First Aid for Queasy Investors

GlaxoSmithKline PLC (GSK ) just may have the antidote to today's turbulent markets. Born of the $154 billion merger last December between rival British drugmakers Glaxo Wellcome and SmithKline Beecham, GSK has reported strong sales, ample cash flow, and double-digit earnings.

That's in stark contrast to the former highfliers in telecom and technology, many of whom have stunned the markets with profit warnings. Now, heightened fears over a slowing global economy are adding to the behemoth's appeal. "Glaxo represents a very safe haven," says Martin Hall, European pharmaceuticals analyst at HSBC Securities Inc. in London.

With a market cap of $169.24 billion, GSK shot up to No. 15 in this year's Global 1000, from No. 42 in 2000. The dramatic rise is proof that skittish investors are shunning more volatile areas of the market in favor of companies whose earnings come from steady, predictable franchises. Drugmakers with established blockbusters fit that criterion nicely. GSK is tied with Pfizer Inc. in the U.S. as the world's biggest drugmaker. Its sales reached $22.5 billion last year, equal to 7% of the global drug business. And at nearly $4 billion, its research and development budget is one of the industry's largest.

BURSTING PIPELINE. GSK is likely to continue to gain market share, thanks to its arsenal of top-sellers. And it plans to introduce 15 new drugs by 2005. Already the world leader in AIDS and HIV therapies, which are expected to bring in around $2 billion in sales in 2001, GSK will start human trials of a new AIDS vaccine later this year.

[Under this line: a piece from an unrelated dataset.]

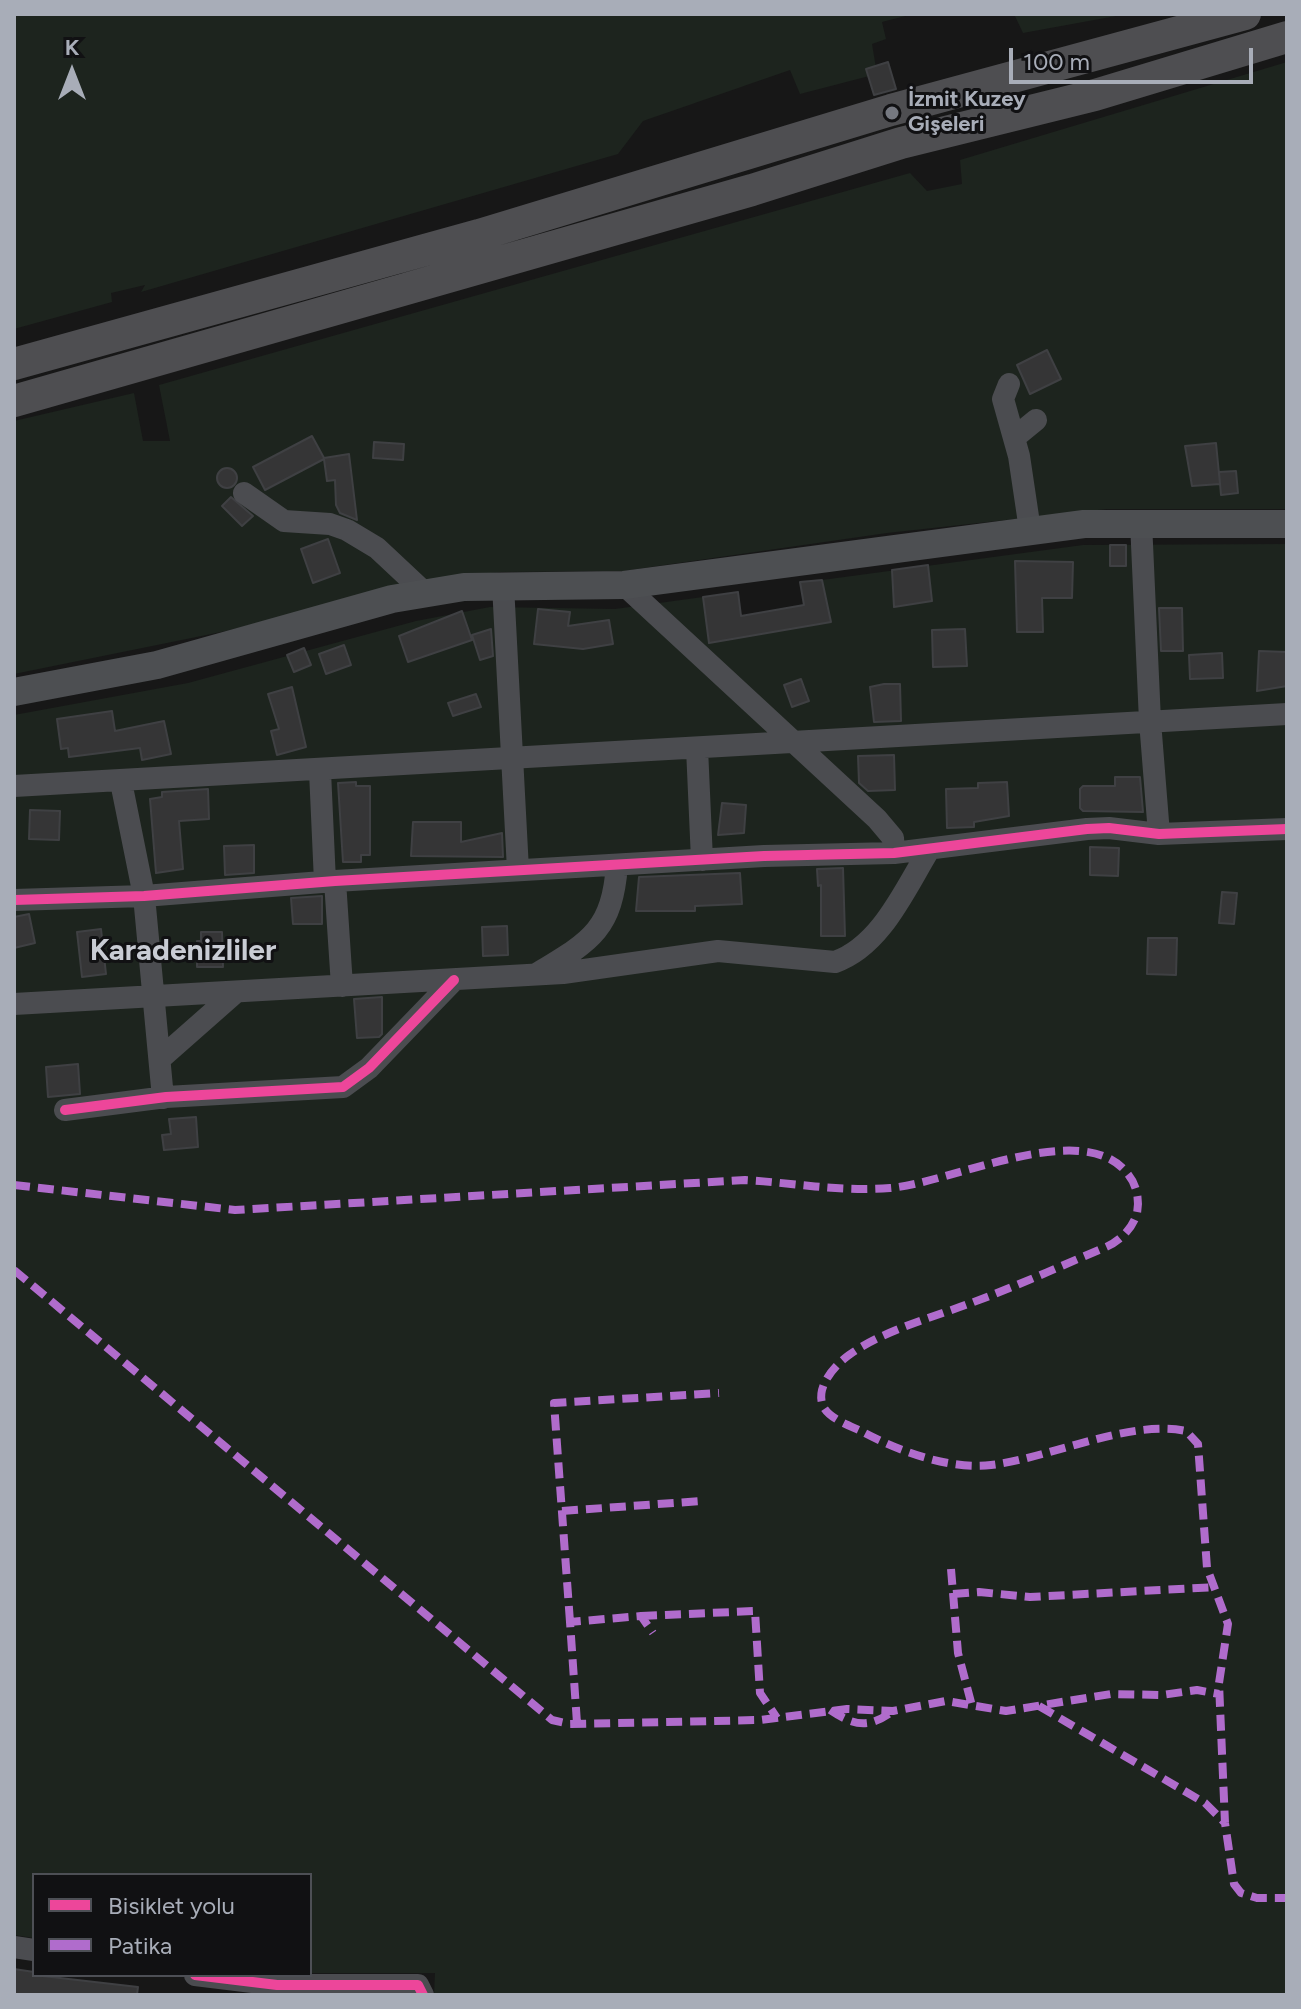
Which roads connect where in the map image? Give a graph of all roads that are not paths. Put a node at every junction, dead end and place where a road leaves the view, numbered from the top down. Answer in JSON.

Treatments for respiratory illnesses are another GSK strong suit: Sales of such drugs were up 21%, to $1 billion, in the first three months of 2001. Also, analysts say Advair, an inhaler that combines two of GSK's existing asthma drugs into a more effective single drug, is well on its way to blockbuster status in the U.S., where it debuted in April. It is already the fastest-growing asthma medicine in Europe, where it sells under the name Seretide.

Meanwhile, sales of a number of GSK drugs already on the market are still going strong. Antidepressant Paxil and antibiotic Augmentin, for instance, reported gains of 17%, to $608 million, and 19%, to $564 million, respectively, in the first quarter of this year. The company is also betting heavily on Avandia, a new diabetes drug that went on sale in the U.S. in 2000 and is now becoming available in Europe. The drug, which is taken orally, helps the body use its own insulin more effectively to control blood sugar levels. It's expected to rake in more than $1 billion worldwide by yearend. GSK could post an $8 billion profit in 2001, on sales of $28 billion.

Hoping to keep up the momentum, GSK Chief Executive Jean-Pierre Garnier signaled earlier this year that he is on the lookout for possible acquisitions and joint ventures. Analysts say the company is likely to cut a deal that strengthens its position in the lucrative cardiovascular segment or in the Japanese market, where European and U.S. drugmakers are underrepresented. No deal seems too daunting. "As a big company, Glaxo is able to do deals that other companies would find too dilutive," says Jo Walton, pharmaceuticals analyst at Lehman Brothers Inc. in London. Looks like the world's biggest drugmaker might get bigger still.